So from Meyers it would follow that Wilson used book reviews to get Nin into bed (life over literature), while from Dabney it follows that he was more interested in the existence of a Brontë complete works (literature over life). And Dabney, I think, is closer to the truth. For Wilson, books, the lives described in books, the words used to describe them—these were in fact the substance of his life, the meaning of it. What’s so great about life, anyway, that we should love it more than literature?
You can sense this best in a long memoir of Millay that Wilson wrote after her death in 1950, in which he struggled, quite movingly, to capture his feelings for the woman he loved most of all (Meyers) or second-most of all (Dabney).
The memoir makes for strange reading. When Wilson describes Millay’s looks and conversation, you don’t see what’s so wonderful about her; when he recalls his feelings for her, you don’t see it; and even when he praises her poetry, you don’t see it. But then finally he quotes at length from a letter she wrote after a terrible depression late in her life. Millay describes how she had begun to memorize poetry.
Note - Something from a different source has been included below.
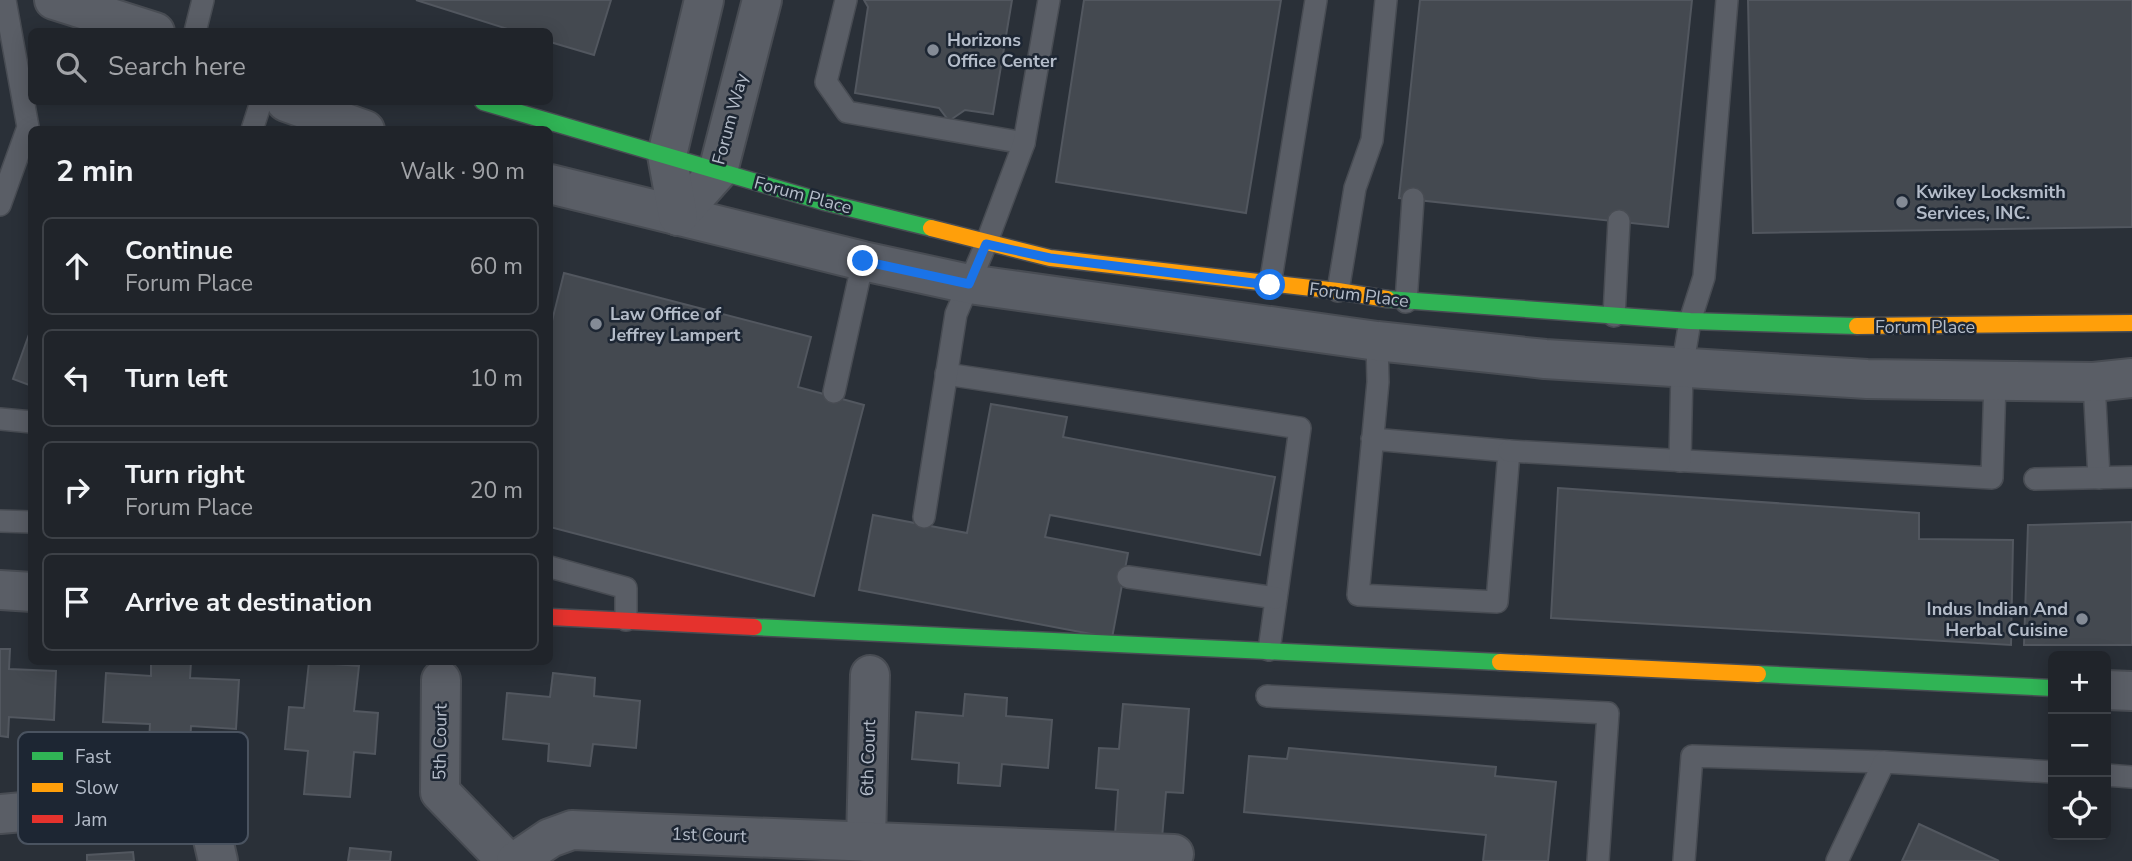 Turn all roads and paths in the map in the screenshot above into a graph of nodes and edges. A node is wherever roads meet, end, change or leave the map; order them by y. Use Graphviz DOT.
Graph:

Shelley is hard, she says, but Keats is even harder, because he “shifts all the time from ‘thou’ to ‘you.’ ” Nevertheless, she has done it: “Ode on Melancholy” and “Ode to the West Wind” and “Hymn to Intellectual Beauty.” “I have them all now,” says Millay. “And what evil thing can ever again brush me with its wing?”
And suddenly, having set it up, and surrounded it, and quoted it at length, Edmund Wilson has managed to make you see what he sees, and love what he loves. Which was books, and people who loved books, and Edna St. Vincent Millay.